Output, word for word, the lines of this listing that fall between the line with "thumb ip: (162, 407)" and the line with "ring dip: (622, 270)", counting both of those lines, and no others.

### RECORDS SUPPLIED
"""
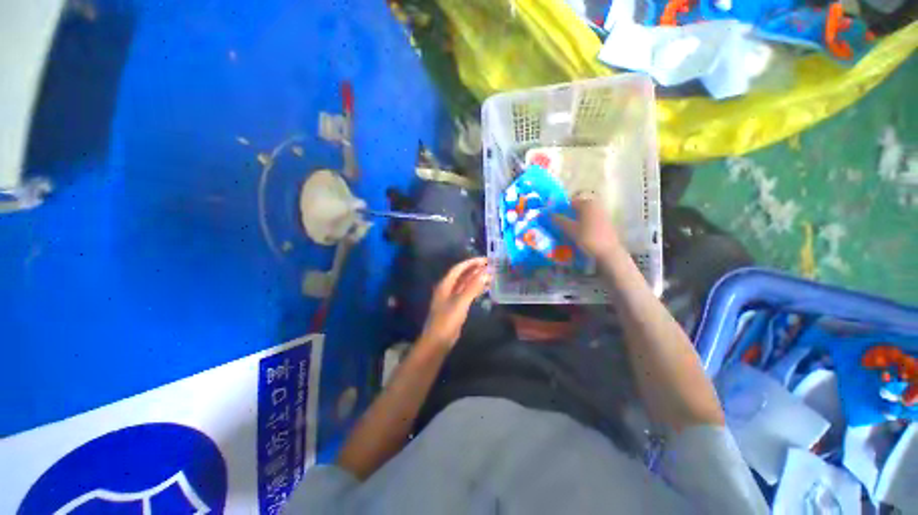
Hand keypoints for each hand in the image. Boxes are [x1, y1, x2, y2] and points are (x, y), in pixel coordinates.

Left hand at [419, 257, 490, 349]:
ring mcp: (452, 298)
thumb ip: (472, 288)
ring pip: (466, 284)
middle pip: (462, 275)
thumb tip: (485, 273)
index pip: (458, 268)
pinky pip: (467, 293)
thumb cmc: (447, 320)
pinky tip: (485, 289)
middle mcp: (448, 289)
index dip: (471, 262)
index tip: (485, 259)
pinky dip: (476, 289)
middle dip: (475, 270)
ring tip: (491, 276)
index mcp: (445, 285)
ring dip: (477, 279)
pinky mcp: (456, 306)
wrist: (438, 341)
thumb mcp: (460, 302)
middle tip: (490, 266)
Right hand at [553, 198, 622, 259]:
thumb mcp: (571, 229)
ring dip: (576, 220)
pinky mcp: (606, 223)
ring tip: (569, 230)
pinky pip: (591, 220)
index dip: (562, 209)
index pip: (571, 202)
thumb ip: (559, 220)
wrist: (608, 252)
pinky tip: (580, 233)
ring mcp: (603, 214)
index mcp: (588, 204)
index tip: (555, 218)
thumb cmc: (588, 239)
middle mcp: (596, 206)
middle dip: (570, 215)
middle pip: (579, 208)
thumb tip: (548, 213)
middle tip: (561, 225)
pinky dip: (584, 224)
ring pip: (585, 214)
"""
"""
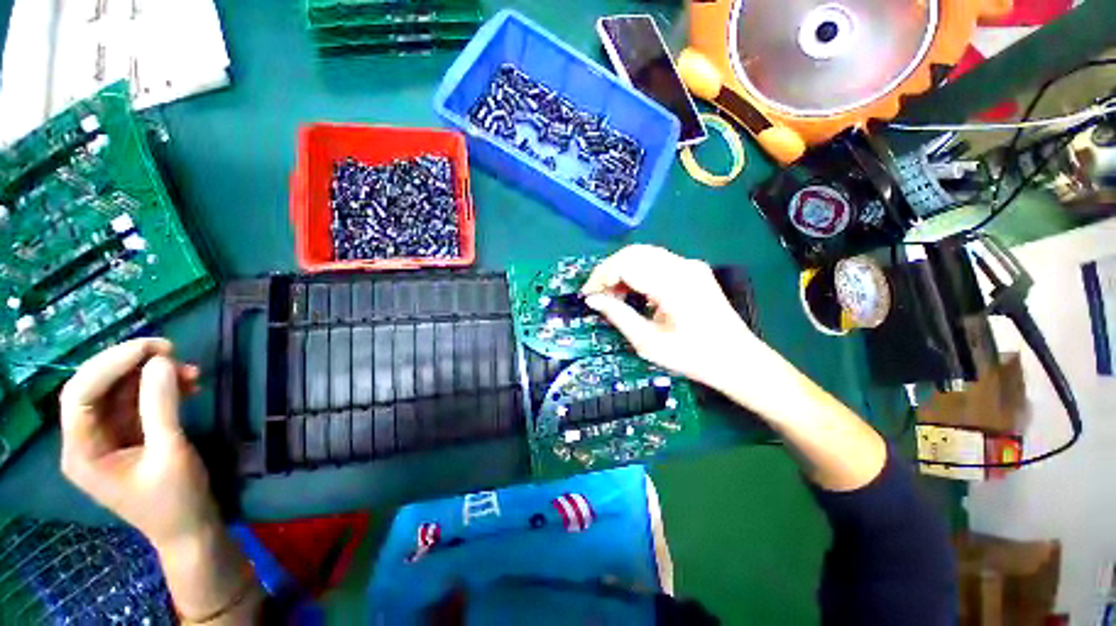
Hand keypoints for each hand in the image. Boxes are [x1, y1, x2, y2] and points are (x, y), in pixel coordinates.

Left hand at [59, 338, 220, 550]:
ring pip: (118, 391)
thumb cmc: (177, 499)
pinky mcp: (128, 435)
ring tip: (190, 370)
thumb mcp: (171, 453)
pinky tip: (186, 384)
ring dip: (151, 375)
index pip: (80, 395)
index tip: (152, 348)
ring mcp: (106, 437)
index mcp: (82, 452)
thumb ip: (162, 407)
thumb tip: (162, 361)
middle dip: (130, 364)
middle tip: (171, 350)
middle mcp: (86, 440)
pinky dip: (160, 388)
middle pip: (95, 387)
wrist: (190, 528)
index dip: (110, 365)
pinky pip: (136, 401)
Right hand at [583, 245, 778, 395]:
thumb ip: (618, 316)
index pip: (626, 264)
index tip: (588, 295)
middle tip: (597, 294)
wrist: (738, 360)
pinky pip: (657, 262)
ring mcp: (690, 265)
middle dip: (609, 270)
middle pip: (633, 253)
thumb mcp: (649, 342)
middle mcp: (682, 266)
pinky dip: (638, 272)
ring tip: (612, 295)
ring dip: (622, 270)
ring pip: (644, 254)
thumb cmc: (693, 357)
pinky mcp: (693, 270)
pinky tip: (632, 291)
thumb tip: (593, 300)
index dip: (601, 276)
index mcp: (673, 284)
"""
"""
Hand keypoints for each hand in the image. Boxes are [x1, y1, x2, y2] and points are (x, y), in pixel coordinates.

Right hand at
"""
### REPLY TO THE TASK
thumb ip: (162, 407)
thumb tip: (162, 361)
middle dip: (130, 364)
middle tip: (171, 350)
middle mcp: (86, 440)
pinky dip: (160, 388)
middle pip: (95, 387)
wrist: (190, 528)
index dip: (110, 365)
pinky pip: (136, 401)
Right hand at [583, 245, 778, 395]:
thumb ip: (618, 316)
index pip: (626, 264)
index tip: (588, 295)
middle tip: (597, 294)
wrist: (738, 360)
pinky pip: (657, 262)
ring mcp: (690, 265)
middle dip: (609, 270)
middle pip: (633, 253)
thumb mcp: (649, 342)
middle mcp: (682, 266)
pinky dip: (638, 272)
ring tip: (612, 295)
ring dip: (622, 270)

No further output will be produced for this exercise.